What is needed → Everything in the listing below needs to be retyped exactly.

......

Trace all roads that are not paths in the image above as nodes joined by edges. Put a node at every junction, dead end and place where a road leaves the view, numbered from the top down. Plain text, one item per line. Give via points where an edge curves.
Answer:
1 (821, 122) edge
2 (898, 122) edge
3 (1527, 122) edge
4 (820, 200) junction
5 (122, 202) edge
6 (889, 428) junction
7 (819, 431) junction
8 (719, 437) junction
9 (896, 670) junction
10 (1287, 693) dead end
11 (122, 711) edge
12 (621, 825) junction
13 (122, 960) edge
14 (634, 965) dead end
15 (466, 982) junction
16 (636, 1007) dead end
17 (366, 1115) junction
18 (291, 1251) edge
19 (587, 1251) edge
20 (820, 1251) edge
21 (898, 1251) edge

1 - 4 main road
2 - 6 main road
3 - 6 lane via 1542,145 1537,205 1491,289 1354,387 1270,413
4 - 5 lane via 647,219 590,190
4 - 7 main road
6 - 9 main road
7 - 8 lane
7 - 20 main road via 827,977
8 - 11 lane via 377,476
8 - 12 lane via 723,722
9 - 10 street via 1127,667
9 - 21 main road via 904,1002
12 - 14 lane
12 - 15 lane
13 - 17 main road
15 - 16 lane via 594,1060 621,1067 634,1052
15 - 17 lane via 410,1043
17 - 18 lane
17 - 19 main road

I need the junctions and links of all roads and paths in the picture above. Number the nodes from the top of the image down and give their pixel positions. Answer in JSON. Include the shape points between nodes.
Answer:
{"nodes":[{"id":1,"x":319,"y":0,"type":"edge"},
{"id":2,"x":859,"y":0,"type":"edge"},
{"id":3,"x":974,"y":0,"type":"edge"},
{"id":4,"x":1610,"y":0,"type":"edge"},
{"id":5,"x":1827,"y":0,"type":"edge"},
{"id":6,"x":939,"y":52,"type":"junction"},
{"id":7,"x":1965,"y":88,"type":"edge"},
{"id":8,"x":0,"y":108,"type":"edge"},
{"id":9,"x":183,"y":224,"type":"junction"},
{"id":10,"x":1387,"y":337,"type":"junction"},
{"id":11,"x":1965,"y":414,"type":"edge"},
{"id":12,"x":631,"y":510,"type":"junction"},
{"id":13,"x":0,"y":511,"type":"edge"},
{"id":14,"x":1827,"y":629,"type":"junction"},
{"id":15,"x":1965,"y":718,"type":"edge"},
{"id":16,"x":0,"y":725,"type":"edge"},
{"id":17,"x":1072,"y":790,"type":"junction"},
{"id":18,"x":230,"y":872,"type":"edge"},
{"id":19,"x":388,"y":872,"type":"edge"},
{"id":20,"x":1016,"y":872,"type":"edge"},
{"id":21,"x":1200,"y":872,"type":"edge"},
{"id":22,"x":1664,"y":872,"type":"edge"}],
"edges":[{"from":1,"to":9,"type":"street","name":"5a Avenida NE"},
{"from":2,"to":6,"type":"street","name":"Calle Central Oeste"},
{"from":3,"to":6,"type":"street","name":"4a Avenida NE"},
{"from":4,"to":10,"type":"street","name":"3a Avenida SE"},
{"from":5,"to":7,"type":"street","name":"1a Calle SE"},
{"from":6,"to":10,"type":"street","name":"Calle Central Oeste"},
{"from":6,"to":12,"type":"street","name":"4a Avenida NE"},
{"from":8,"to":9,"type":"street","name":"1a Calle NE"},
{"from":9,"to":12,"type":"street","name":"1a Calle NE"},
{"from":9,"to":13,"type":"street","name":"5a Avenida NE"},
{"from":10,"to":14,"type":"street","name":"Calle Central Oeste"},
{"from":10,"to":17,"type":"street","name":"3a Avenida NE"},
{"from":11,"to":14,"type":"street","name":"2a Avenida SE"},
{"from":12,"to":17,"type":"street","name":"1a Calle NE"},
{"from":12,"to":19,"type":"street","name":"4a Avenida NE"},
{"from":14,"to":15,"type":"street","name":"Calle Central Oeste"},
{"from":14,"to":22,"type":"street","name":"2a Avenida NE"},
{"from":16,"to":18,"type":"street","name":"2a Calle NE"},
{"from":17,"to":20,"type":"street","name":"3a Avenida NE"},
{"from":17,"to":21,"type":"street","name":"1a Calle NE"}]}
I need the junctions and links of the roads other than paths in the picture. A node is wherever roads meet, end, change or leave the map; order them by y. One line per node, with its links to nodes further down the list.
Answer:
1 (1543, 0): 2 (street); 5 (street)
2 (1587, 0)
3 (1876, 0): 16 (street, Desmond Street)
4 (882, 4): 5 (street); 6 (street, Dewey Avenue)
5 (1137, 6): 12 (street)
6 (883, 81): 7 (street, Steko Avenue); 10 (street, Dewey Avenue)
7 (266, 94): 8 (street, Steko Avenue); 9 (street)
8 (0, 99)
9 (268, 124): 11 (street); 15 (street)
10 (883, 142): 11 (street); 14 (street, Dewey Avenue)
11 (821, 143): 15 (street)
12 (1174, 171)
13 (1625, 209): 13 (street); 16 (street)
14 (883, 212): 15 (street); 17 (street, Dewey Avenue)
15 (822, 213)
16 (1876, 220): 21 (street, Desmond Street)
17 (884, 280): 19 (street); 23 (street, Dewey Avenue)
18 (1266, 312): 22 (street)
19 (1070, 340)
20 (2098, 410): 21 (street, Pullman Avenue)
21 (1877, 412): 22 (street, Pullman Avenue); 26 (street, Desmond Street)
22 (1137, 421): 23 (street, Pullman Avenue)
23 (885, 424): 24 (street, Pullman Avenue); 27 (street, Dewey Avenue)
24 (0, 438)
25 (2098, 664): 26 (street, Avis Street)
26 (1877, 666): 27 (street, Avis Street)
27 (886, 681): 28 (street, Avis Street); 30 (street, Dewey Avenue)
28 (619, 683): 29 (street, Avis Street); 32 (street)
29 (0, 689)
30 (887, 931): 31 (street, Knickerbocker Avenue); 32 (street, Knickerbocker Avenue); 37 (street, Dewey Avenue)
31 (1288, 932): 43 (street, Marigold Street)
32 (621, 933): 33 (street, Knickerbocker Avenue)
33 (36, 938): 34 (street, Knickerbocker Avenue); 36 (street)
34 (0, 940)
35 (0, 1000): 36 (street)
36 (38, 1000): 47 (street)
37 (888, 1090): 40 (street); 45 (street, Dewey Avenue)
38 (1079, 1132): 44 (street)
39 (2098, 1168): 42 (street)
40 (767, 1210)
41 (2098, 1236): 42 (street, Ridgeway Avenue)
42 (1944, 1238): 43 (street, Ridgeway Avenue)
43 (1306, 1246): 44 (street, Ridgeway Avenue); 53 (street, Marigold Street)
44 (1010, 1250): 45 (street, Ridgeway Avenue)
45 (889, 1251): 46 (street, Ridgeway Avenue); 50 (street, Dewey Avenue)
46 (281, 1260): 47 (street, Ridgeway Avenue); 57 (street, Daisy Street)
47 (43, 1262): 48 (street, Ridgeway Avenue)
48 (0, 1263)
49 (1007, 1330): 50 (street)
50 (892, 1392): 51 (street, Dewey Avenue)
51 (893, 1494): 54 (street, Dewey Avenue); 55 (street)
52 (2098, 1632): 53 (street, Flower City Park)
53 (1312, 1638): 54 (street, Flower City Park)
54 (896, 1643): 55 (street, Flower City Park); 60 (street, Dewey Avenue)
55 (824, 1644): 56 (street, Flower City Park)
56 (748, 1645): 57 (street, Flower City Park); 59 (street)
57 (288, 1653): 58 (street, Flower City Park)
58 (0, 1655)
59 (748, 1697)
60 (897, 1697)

......

Reply to the exercise →
Trace all roads that are not paths in the image above as nodes joined by edges. Put a node at every junction, dead end and place where a road leaves the view, numbered from the top down. Plain text, one item per line. Give via points where an edge curves.
Answer:
1 (821, 122) edge
2 (898, 122) edge
3 (1527, 122) edge
4 (820, 200) junction
5 (122, 202) edge
6 (889, 428) junction
7 (819, 431) junction
8 (719, 437) junction
9 (896, 670) junction
10 (1287, 693) dead end
11 (122, 711) edge
12 (621, 825) junction
13 (122, 960) edge
14 (634, 965) dead end
15 (466, 982) junction
16 (636, 1007) dead end
17 (366, 1115) junction
18 (291, 1251) edge
19 (587, 1251) edge
20 (820, 1251) edge
21 (898, 1251) edge

1 - 4 main road
2 - 6 main road
3 - 6 lane via 1542,145 1537,205 1491,289 1354,387 1270,413
4 - 5 lane via 647,219 590,190
4 - 7 main road
6 - 9 main road
7 - 8 lane
7 - 20 main road via 827,977
8 - 11 lane via 377,476
8 - 12 lane via 723,722
9 - 10 street via 1127,667
9 - 21 main road via 904,1002
12 - 14 lane
12 - 15 lane
13 - 17 main road
15 - 16 lane via 594,1060 621,1067 634,1052
15 - 17 lane via 410,1043
17 - 18 lane
17 - 19 main road

I need the junctions and links of all roads and paths in the picture above. Number the nodes from the top of the image down and give their pixel positions. Answer in JSON. Include the shape points between nodes.
Answer:
{"nodes":[{"id":1,"x":319,"y":0,"type":"edge"},
{"id":2,"x":859,"y":0,"type":"edge"},
{"id":3,"x":974,"y":0,"type":"edge"},
{"id":4,"x":1610,"y":0,"type":"edge"},
{"id":5,"x":1827,"y":0,"type":"edge"},
{"id":6,"x":939,"y":52,"type":"junction"},
{"id":7,"x":1965,"y":88,"type":"edge"},
{"id":8,"x":0,"y":108,"type":"edge"},
{"id":9,"x":183,"y":224,"type":"junction"},
{"id":10,"x":1387,"y":337,"type":"junction"},
{"id":11,"x":1965,"y":414,"type":"edge"},
{"id":12,"x":631,"y":510,"type":"junction"},
{"id":13,"x":0,"y":511,"type":"edge"},
{"id":14,"x":1827,"y":629,"type":"junction"},
{"id":15,"x":1965,"y":718,"type":"edge"},
{"id":16,"x":0,"y":725,"type":"edge"},
{"id":17,"x":1072,"y":790,"type":"junction"},
{"id":18,"x":230,"y":872,"type":"edge"},
{"id":19,"x":388,"y":872,"type":"edge"},
{"id":20,"x":1016,"y":872,"type":"edge"},
{"id":21,"x":1200,"y":872,"type":"edge"},
{"id":22,"x":1664,"y":872,"type":"edge"}],
"edges":[{"from":1,"to":9,"type":"street","name":"5a Avenida NE"},
{"from":2,"to":6,"type":"street","name":"Calle Central Oeste"},
{"from":3,"to":6,"type":"street","name":"4a Avenida NE"},
{"from":4,"to":10,"type":"street","name":"3a Avenida SE"},
{"from":5,"to":7,"type":"street","name":"1a Calle SE"},
{"from":6,"to":10,"type":"street","name":"Calle Central Oeste"},
{"from":6,"to":12,"type":"street","name":"4a Avenida NE"},
{"from":8,"to":9,"type":"street","name":"1a Calle NE"},
{"from":9,"to":12,"type":"street","name":"1a Calle NE"},
{"from":9,"to":13,"type":"street","name":"5a Avenida NE"},
{"from":10,"to":14,"type":"street","name":"Calle Central Oeste"},
{"from":10,"to":17,"type":"street","name":"3a Avenida NE"},
{"from":11,"to":14,"type":"street","name":"2a Avenida SE"},
{"from":12,"to":17,"type":"street","name":"1a Calle NE"},
{"from":12,"to":19,"type":"street","name":"4a Avenida NE"},
{"from":14,"to":15,"type":"street","name":"Calle Central Oeste"},
{"from":14,"to":22,"type":"street","name":"2a Avenida NE"},
{"from":16,"to":18,"type":"street","name":"2a Calle NE"},
{"from":17,"to":20,"type":"street","name":"3a Avenida NE"},
{"from":17,"to":21,"type":"street","name":"1a Calle NE"}]}
I need the junctions and links of the roads other than paths in the picture. A node is wherever roads meet, end, change or leave the map; order them by y. One line per node, with its links to nodes further down the list.
Answer:
1 (1543, 0): 2 (street); 5 (street)
2 (1587, 0)
3 (1876, 0): 16 (street, Desmond Street)
4 (882, 4): 5 (street); 6 (street, Dewey Avenue)
5 (1137, 6): 12 (street)
6 (883, 81): 7 (street, Steko Avenue); 10 (street, Dewey Avenue)
7 (266, 94): 8 (street, Steko Avenue); 9 (street)
8 (0, 99)
9 (268, 124): 11 (street); 15 (street)
10 (883, 142): 11 (street); 14 (street, Dewey Avenue)
11 (821, 143): 15 (street)
12 (1174, 171)
13 (1625, 209): 13 (street); 16 (street)
14 (883, 212): 15 (street); 17 (street, Dewey Avenue)
15 (822, 213)
16 (1876, 220): 21 (street, Desmond Street)
17 (884, 280): 19 (street); 23 (street, Dewey Avenue)
18 (1266, 312): 22 (street)
19 (1070, 340)
20 (2098, 410): 21 (street, Pullman Avenue)
21 (1877, 412): 22 (street, Pullman Avenue); 26 (street, Desmond Street)
22 (1137, 421): 23 (street, Pullman Avenue)
23 (885, 424): 24 (street, Pullman Avenue); 27 (street, Dewey Avenue)
24 (0, 438)
25 (2098, 664): 26 (street, Avis Street)
26 (1877, 666): 27 (street, Avis Street)
27 (886, 681): 28 (street, Avis Street); 30 (street, Dewey Avenue)
28 (619, 683): 29 (street, Avis Street); 32 (street)
29 (0, 689)
30 (887, 931): 31 (street, Knickerbocker Avenue); 32 (street, Knickerbocker Avenue); 37 (street, Dewey Avenue)
31 (1288, 932): 43 (street, Marigold Street)
32 (621, 933): 33 (street, Knickerbocker Avenue)
33 (36, 938): 34 (street, Knickerbocker Avenue); 36 (street)
34 (0, 940)
35 (0, 1000): 36 (street)
36 (38, 1000): 47 (street)
37 (888, 1090): 40 (street); 45 (street, Dewey Avenue)
38 (1079, 1132): 44 (street)
39 (2098, 1168): 42 (street)
40 (767, 1210)
41 (2098, 1236): 42 (street, Ridgeway Avenue)
42 (1944, 1238): 43 (street, Ridgeway Avenue)
43 (1306, 1246): 44 (street, Ridgeway Avenue); 53 (street, Marigold Street)
44 (1010, 1250): 45 (street, Ridgeway Avenue)
45 (889, 1251): 46 (street, Ridgeway Avenue); 50 (street, Dewey Avenue)
46 (281, 1260): 47 (street, Ridgeway Avenue); 57 (street, Daisy Street)
47 (43, 1262): 48 (street, Ridgeway Avenue)
48 (0, 1263)
49 (1007, 1330): 50 (street)
50 (892, 1392): 51 (street, Dewey Avenue)
51 (893, 1494): 54 (street, Dewey Avenue); 55 (street)
52 (2098, 1632): 53 (street, Flower City Park)
53 (1312, 1638): 54 (street, Flower City Park)
54 (896, 1643): 55 (street, Flower City Park); 60 (street, Dewey Avenue)
55 (824, 1644): 56 (street, Flower City Park)
56 (748, 1645): 57 (street, Flower City Park); 59 (street)
57 (288, 1653): 58 (street, Flower City Park)
58 (0, 1655)
59 (748, 1697)
60 (897, 1697)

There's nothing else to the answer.